A leitura conjunta das alíneas ‘a’ e ‘b’ do artigo 54, I da Constituição
bem o demonstra.
Para que o texto constitucional se torne um todo coerente, é preciso
reconhecer que a intermediação por pessoa jurídica não descaracteriza a
vedação constante da alínea ‘a’. Realmente, por que a Constituição proibiria
o parlamentar de ser um mero empregado, sem nenhum direito legalmente
reconhecido aos lucros decorrentes da prestação dos serviços, e lhe
permitiria ser um sócio, que, de uma forma ou outra, se beneficiaria desses
lucros? Por que a Constituição proibiria um parlamentar de prestar um
pequeno serviço pessoalmente, como pessoa física, e permitiria que uma
empresa de que ele fosse sócio, eventualmente até acionista controlador,
ganhasse fortunas, só pelo uso do biombo de uma pessoa jurídica?

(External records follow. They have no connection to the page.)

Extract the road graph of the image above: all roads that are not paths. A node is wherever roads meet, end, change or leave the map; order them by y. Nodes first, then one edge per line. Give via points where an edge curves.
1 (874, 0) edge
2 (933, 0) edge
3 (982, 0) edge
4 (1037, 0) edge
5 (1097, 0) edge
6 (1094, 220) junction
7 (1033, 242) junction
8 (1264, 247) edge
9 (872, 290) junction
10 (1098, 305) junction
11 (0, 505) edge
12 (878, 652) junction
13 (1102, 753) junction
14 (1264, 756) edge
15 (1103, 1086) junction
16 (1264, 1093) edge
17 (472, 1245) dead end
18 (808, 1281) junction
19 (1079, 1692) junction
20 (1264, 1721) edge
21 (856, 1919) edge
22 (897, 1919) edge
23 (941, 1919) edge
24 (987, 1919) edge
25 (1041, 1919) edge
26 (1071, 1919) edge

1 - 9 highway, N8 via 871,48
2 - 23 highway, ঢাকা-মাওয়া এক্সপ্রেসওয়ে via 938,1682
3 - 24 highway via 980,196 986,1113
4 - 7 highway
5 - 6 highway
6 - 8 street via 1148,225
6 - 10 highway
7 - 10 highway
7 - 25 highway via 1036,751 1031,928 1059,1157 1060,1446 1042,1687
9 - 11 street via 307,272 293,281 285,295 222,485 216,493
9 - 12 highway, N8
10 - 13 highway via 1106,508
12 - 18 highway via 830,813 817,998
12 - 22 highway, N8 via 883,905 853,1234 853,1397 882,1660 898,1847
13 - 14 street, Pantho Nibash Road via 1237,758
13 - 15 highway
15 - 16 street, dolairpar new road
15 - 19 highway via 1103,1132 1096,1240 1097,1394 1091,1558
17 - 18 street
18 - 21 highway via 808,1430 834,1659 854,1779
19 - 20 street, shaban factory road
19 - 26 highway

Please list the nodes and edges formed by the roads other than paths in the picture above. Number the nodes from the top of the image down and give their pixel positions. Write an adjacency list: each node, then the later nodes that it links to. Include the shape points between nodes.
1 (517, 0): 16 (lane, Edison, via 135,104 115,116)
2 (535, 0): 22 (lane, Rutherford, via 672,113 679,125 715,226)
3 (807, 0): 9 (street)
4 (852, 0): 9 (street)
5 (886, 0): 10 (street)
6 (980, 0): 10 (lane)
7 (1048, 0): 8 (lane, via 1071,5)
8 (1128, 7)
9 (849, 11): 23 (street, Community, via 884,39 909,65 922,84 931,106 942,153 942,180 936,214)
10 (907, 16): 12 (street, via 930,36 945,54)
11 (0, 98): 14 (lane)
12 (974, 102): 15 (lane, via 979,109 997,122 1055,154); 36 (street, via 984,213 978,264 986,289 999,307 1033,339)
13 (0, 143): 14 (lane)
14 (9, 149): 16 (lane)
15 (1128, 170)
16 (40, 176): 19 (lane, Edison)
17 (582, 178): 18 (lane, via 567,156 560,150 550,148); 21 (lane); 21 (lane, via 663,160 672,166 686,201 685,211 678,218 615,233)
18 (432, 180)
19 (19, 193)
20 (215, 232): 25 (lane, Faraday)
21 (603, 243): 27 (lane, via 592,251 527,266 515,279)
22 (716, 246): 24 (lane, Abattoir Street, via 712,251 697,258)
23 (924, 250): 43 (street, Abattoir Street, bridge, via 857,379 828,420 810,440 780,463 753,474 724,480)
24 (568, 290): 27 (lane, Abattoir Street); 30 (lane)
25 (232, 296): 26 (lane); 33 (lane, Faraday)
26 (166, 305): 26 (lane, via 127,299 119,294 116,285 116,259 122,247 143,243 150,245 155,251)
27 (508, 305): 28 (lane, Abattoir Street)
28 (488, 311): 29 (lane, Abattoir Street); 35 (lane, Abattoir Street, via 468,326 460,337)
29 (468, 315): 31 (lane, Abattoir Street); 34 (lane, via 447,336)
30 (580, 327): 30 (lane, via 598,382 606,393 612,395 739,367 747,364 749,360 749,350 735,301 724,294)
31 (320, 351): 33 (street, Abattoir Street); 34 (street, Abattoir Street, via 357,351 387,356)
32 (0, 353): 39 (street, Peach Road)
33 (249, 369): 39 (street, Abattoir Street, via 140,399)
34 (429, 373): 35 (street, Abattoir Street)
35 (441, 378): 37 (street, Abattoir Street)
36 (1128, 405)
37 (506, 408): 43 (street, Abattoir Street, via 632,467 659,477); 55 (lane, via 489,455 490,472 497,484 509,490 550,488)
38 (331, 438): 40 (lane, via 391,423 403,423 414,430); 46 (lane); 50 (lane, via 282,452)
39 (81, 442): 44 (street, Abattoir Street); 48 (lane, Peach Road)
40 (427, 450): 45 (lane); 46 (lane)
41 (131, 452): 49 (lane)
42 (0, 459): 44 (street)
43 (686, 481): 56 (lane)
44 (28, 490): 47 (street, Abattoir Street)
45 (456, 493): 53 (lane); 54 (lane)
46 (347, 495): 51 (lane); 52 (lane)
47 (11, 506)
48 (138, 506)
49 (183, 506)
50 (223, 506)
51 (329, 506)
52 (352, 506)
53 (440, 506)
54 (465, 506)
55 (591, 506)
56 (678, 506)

Impõe-se reconhecer, pois, que o artigo 54, I, ‘a’ impede a pessoas
jurídicas que tenham parlamentares como sócios que firmem ou mantenham
contrato de concessão de serviços públicos de radiodifusão com entes da
Administração Pública Federal.
E tão importante é tal proibição, que a Constituição não a quis
deixar para depois da posse do parlamentar. Pelo contrário, o texto
constitucional de 1988 deliberadamente observou, nesse ponto, a tradição
constitucional brasileira, antecipando para a diplomação do parlamentar o
termo inicial da vedação em tela. Nas discussões em que se definiu o texto
final da Constituição, assim encaminhou um influente parlamentar da época
o entendimento que veio a prevalecer:
“O intervalo entre a diplomação e a posse é curto, mas é de grande
importância para que se estabeleça o resguardo do Parlamentar, não
41 Artigo 54, I, ‘b’ da Constituição de 1988: “Art. 54 – Os Deputados e Senadores não poderão: I –
desde a expedição do diploma: b) aceitar ou exercer cargo, função ou emprego remunerado,
inclusive os de que sejam demissíveis ad nutum, nas entidades constantes da alínea anterior”.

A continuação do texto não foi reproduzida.